We revisit the complexity of verifying basic identities, such as associativity and distributivity, on a given finite algebraic structure. In particular, while Rajagopalan and Schulman (FOCS'96, SICOMP'00) gave a surprising randomized algorithm to verify associativity of an operation $\odot: S\times S\to S$ in optimal time $O(|S|^2)$, they left the open problem of finding any subcubic algorithm for verifying distributivity of given operations $\odot,\oplus: S\times S\to S$. Our results are as follows: * We resolve the open problem by Rajagopalan and Schulman by devising an algorithm verifying distributivity in strongly subcubic time $O(|S|^ω)$, together with a matching conditional lower bound based on the Triangle Detection Hypothesis. * We propose arithmetic progression detection in small universes as a consequential algorithmic challenge: We show that unless we can detect $4$-term arithmetic progressions in a set $X\subseteq\{1,\dots, N\}$ in time $O(N^{2-ε})$, then (a) the 3-uniform 4-hyperclique hypothesis is true, and (b) verifying certain identities requires running time~$|S|^{3-o(1)}$. * A careful combination of our algorithmic and hardness ideas allows us to \emph{fully classify} a natural subclass of identities: Specifically, any 3-variable identity over binary operations in which no side is a subexpression of the other is either: (1) verifiable in randomized time $O(|S|^2)$, (2) verifiable in randomized time $O(|S|^ω)$ with a matching lower bound from triangle detection, or (3) trivially verifiable in time $O(|S|^3)$ with a matching lower bound from hardness of 4-term arithmetic progression detection. * We obtain near-optimal algorithms for verifying whether a given algebraic structure forms a field or ring, and show that \emph{counting} the number of distributive triples is conditionally harder than verifying distributivity.

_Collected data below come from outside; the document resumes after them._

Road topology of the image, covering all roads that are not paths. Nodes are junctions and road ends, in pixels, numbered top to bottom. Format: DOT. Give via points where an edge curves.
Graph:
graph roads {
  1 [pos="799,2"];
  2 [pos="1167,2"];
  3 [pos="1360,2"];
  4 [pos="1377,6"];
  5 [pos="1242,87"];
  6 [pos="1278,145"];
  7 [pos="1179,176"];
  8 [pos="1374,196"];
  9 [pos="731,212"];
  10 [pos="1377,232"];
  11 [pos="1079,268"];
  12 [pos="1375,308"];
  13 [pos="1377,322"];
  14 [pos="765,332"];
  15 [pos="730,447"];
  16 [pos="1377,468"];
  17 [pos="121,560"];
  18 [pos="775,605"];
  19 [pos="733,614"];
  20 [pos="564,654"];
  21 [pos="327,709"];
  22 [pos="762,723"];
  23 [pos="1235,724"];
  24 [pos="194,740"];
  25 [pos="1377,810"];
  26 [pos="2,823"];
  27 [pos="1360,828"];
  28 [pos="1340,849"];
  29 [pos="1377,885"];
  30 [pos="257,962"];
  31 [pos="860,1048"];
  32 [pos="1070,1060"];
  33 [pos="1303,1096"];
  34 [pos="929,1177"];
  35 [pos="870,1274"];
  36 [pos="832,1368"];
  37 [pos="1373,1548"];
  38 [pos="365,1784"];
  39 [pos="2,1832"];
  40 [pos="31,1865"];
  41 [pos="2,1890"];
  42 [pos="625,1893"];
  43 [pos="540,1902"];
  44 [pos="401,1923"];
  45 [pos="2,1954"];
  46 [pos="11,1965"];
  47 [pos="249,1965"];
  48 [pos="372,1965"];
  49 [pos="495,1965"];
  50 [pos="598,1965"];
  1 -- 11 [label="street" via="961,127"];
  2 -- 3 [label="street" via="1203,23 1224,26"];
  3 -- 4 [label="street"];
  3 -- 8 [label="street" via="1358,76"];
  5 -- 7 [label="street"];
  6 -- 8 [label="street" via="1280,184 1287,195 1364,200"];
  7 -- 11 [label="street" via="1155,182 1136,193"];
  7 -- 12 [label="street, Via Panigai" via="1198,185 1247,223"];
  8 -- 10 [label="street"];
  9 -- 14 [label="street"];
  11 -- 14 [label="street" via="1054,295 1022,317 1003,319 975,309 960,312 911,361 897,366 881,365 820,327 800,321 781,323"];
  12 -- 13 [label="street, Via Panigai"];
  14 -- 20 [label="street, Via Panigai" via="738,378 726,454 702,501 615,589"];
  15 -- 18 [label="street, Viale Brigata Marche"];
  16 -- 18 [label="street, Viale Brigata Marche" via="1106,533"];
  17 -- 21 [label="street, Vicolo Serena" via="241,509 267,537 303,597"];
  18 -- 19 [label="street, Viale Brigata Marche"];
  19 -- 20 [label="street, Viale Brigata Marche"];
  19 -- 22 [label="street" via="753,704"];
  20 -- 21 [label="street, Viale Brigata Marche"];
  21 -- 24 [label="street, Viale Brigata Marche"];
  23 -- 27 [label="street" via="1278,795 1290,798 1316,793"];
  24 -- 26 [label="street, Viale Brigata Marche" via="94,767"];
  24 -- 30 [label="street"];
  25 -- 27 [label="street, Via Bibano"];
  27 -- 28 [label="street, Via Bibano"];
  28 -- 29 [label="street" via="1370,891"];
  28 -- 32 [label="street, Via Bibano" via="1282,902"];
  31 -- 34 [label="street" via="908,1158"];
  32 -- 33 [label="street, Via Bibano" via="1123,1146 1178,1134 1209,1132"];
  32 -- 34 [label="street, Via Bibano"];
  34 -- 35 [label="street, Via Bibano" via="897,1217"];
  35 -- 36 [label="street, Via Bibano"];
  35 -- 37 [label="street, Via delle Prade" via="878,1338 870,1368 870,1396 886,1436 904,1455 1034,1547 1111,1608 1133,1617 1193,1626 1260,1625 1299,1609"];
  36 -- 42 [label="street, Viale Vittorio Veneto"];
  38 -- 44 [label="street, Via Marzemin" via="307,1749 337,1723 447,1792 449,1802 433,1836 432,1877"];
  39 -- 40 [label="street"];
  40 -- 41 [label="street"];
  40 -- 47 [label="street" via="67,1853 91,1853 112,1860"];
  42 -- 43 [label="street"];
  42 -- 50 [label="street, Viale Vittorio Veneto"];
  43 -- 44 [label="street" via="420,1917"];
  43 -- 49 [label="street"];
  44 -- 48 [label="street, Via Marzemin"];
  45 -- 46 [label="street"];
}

Geri Gokaj, Marvin Künnemann, Sabine Storandt et al.

The Pareto sum of two-dimensional point sets $P$ and $Q$ in $\mathbb{R}^2$ is defined as the skyline of the points in their Minkowski sum. The problem of efficiently computing the Pareto sum arises frequently in bi-criteria optimization algorithms. Prior work establishes that computing the Pareto sum of sets $P$ and $Q$ of size $n$ suffers from conditional lower bounds that rule out strongly subquadratic $O(n^{2-ε})$-time algorithms, even when the output size is $Θ(n)$. Naturally, we ask: How efficiently can we \emph{approximate} Pareto sums, both in theory and practice? Can we beat the near-quadratic-time state of the art for exact algorithms? On the theoretical side, we formulate a notion of additively approximate Pareto sets and show that computing an approximate Pareto set is \emph{fine-grained equivalent} to Bounded Monotone Min-Plus Convolution. Leveraging a remarkable $\tilde{O}(n^{1.5})$-time algorithm for the latter problem (Chi, Duan, Xie, Zhang; STOC '22), we thus obtain a strongly subquadratic (and conditionally optimal) approximation algorithm for computing Pareto sums. On the practical side, we engineer different algorithmic approaches for approximating Pareto sets on realistic instances. Our implementations enable a granular trade-off between approximation quality and running time/output size compared to the state of the art for exact algorithms established in (Funke, Hespe, Sanders, Storandt, Truschel; Algorithmica '25). Perhaps surprisingly, the (theoretical) connection to Bounded Monotone Min-Plus Convolution remains beneficial even for our implementations: in particular, we implement a simplified, yet still subquadratic version of an algorithm due to Chi, Duan, Xie and Zhang, which on some sufficiently large instances outperforms the competing quadratic-time approaches.